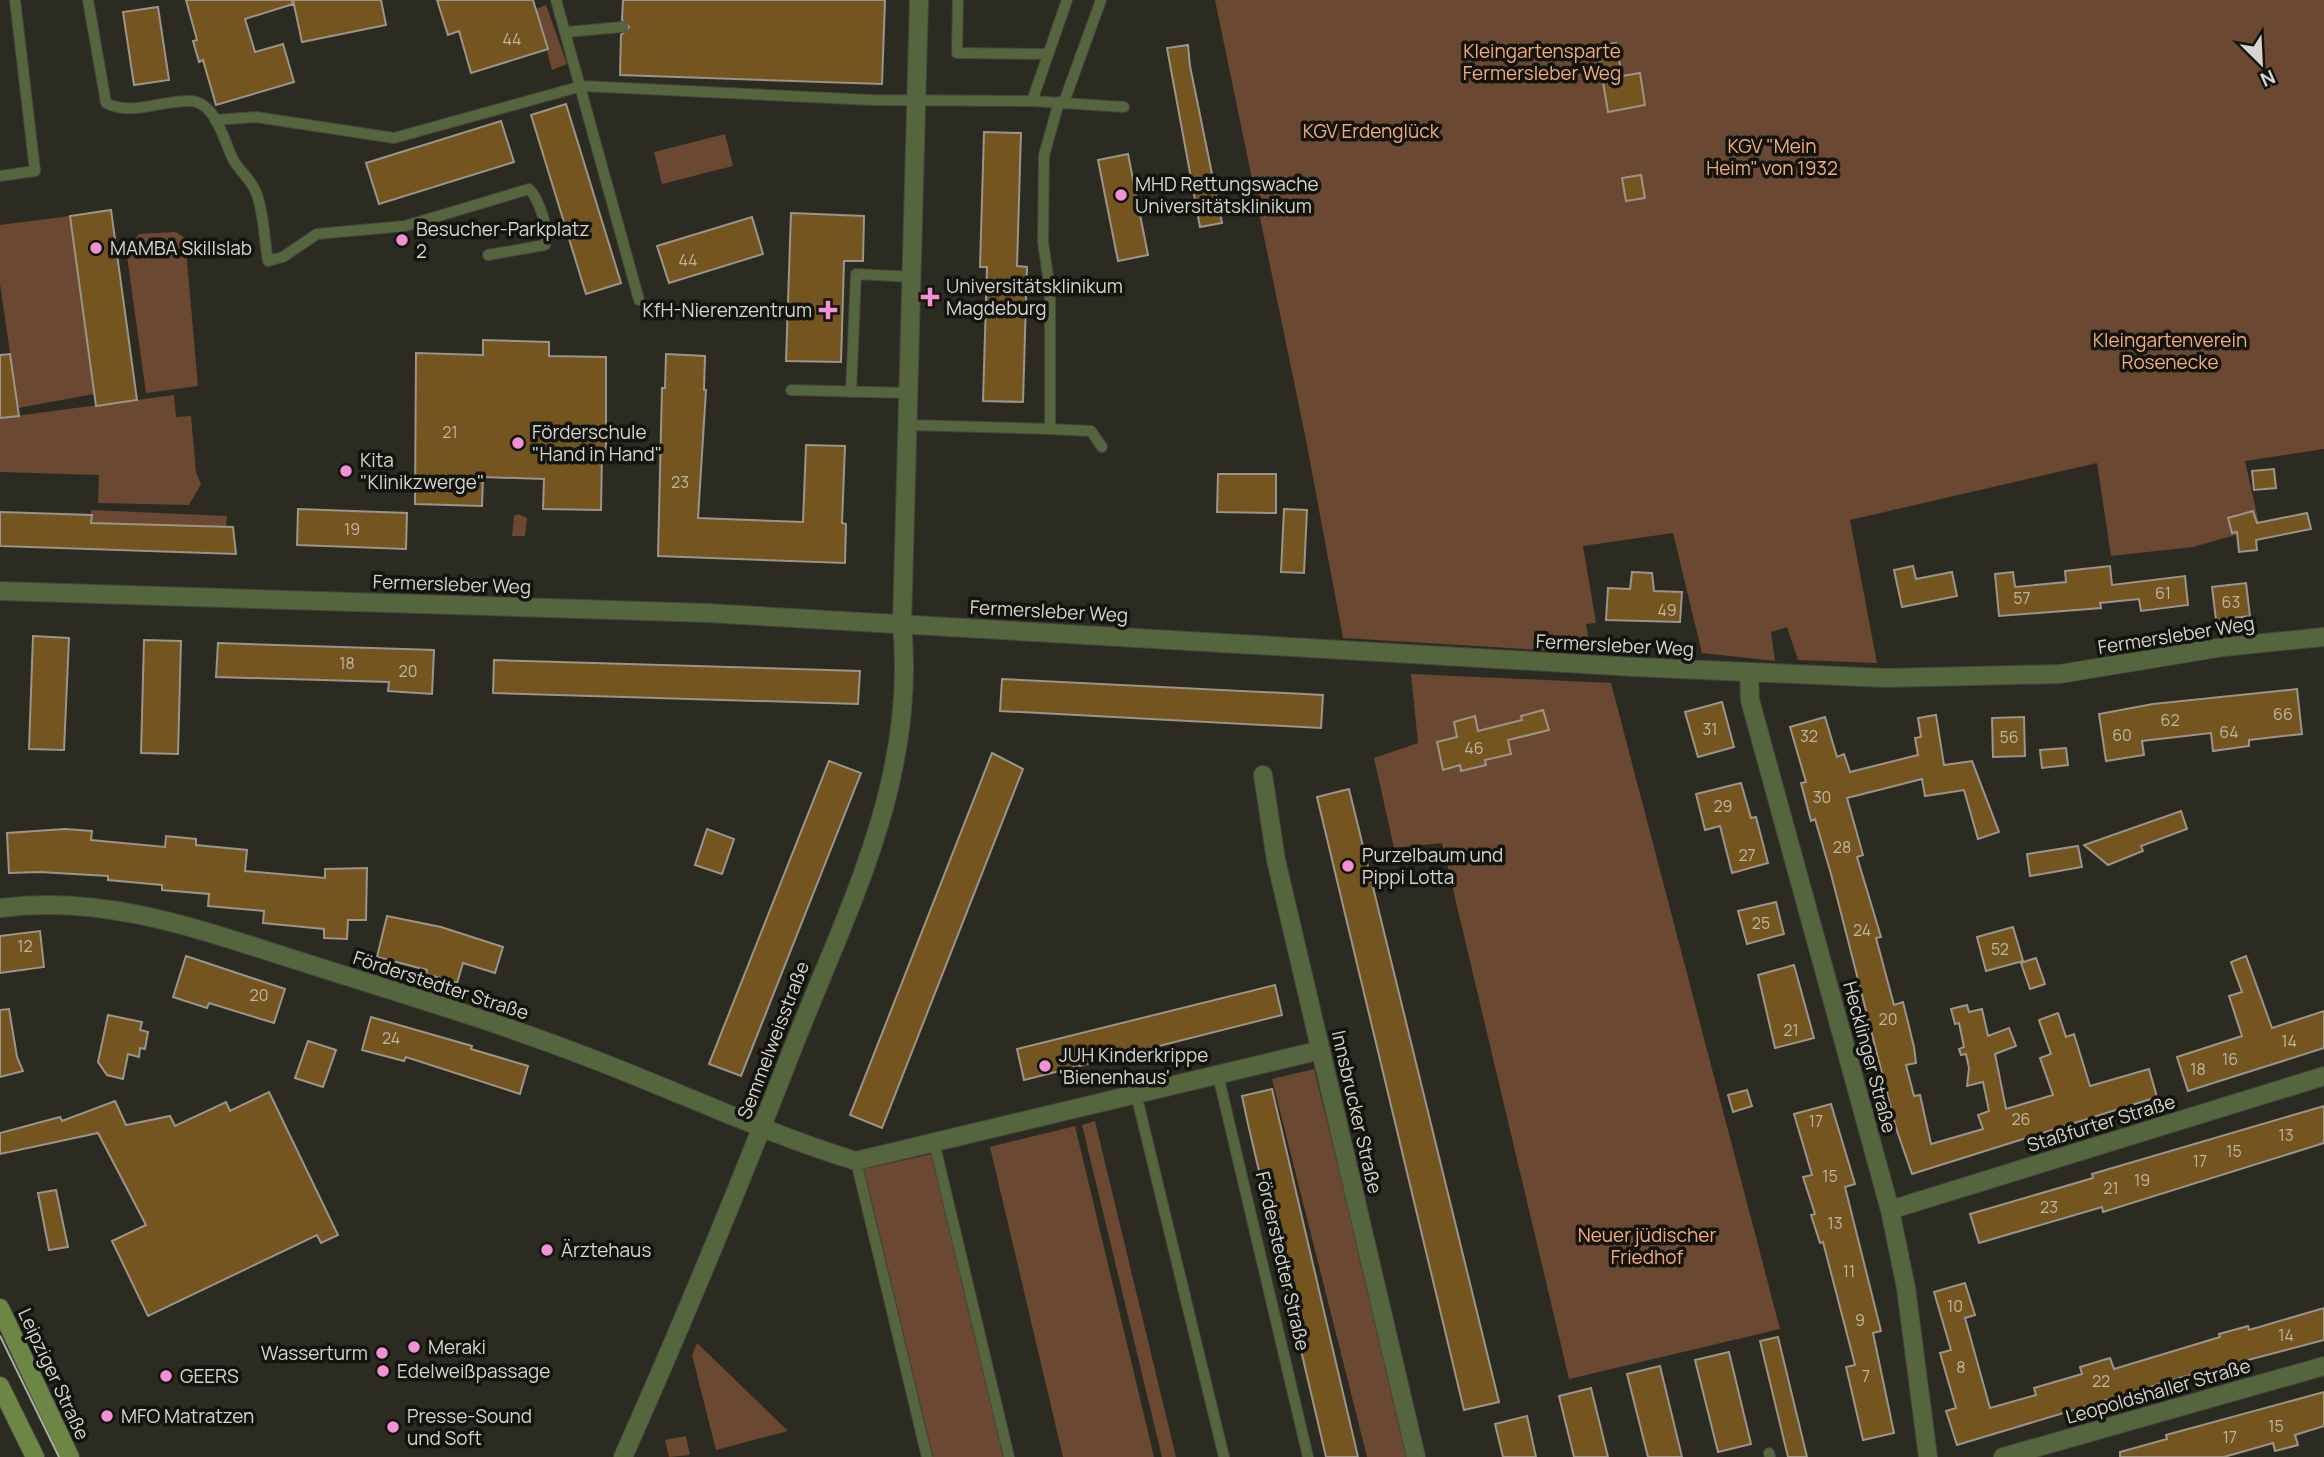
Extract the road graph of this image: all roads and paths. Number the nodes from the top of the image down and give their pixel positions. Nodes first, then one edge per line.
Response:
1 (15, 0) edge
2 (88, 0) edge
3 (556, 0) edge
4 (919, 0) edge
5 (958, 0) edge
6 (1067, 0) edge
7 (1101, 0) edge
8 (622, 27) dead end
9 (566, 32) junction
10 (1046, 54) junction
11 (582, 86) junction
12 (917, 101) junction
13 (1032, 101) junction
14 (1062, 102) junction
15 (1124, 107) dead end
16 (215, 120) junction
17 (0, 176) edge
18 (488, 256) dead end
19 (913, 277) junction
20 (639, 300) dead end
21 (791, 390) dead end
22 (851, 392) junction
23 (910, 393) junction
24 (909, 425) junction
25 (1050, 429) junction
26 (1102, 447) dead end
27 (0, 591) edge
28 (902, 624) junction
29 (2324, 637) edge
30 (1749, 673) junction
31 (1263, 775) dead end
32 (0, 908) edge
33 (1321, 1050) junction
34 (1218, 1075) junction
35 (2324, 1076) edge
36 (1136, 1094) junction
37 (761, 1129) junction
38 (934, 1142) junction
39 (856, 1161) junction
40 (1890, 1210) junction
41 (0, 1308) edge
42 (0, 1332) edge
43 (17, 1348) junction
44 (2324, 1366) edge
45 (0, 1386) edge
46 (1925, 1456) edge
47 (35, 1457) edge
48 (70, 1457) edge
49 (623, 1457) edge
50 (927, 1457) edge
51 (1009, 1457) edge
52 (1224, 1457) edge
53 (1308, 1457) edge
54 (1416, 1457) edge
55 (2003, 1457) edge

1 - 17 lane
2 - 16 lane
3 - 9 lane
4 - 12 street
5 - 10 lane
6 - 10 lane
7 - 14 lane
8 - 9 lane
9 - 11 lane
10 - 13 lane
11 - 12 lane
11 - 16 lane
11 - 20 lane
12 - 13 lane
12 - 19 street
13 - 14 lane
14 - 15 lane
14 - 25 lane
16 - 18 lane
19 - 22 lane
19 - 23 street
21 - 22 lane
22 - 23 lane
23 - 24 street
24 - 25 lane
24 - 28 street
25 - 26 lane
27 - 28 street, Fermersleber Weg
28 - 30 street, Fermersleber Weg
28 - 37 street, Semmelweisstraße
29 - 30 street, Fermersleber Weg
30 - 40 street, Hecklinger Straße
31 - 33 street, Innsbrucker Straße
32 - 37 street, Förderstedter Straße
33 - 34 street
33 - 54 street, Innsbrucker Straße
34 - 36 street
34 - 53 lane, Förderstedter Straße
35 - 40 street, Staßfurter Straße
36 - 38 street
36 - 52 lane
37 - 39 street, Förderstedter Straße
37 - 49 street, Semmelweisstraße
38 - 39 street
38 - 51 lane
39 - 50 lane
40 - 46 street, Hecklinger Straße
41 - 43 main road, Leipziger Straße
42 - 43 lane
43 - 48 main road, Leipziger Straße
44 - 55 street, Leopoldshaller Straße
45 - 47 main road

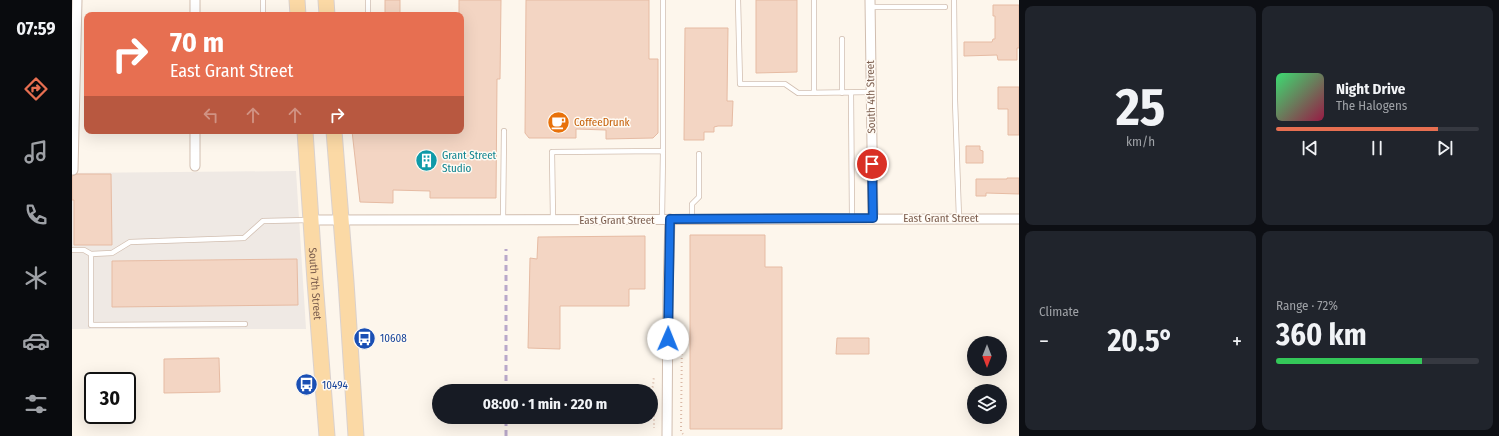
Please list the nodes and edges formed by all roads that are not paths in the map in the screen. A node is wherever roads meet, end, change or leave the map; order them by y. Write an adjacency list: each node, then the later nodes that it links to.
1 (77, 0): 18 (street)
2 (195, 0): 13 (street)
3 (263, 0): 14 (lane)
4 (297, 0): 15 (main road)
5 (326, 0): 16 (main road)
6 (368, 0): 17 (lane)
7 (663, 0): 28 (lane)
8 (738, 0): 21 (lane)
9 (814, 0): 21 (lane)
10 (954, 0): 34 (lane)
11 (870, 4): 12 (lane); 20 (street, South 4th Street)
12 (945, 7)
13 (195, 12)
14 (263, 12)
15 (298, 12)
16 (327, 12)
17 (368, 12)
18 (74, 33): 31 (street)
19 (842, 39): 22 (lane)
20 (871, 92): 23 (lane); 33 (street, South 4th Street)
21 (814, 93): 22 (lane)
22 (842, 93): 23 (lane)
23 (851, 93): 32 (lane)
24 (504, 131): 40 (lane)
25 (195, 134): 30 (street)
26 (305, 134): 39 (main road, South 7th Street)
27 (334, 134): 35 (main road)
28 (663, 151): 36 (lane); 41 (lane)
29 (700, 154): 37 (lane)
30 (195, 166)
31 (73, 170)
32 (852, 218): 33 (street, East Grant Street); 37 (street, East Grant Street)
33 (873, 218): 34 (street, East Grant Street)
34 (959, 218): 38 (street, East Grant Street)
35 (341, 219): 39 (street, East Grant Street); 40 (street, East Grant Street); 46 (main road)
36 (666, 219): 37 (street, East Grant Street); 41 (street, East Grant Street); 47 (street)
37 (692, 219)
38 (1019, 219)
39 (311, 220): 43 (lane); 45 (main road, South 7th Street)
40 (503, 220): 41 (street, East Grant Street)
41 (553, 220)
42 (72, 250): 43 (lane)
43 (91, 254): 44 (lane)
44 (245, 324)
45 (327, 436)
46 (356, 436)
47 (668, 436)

——

WORK TO BE COMPLETED:
Go through the data and return each line where the word "East" appears.

SOLUTION TO THIS TASK:
32 (852, 218): 33 (street, East Grant Street); 37 (street, East Grant Street)
33 (873, 218): 34 (street, East Grant Street)
34 (959, 218): 38 (street, East Grant Street)
35 (341, 219): 39 (street, East Grant Street); 40 (street, East Grant Street); 46 (main road)
36 (666, 219): 37 (street, East Grant Street); 41 (street, East Grant Street); 47 (street)
40 (503, 220): 41 (street, East Grant Street)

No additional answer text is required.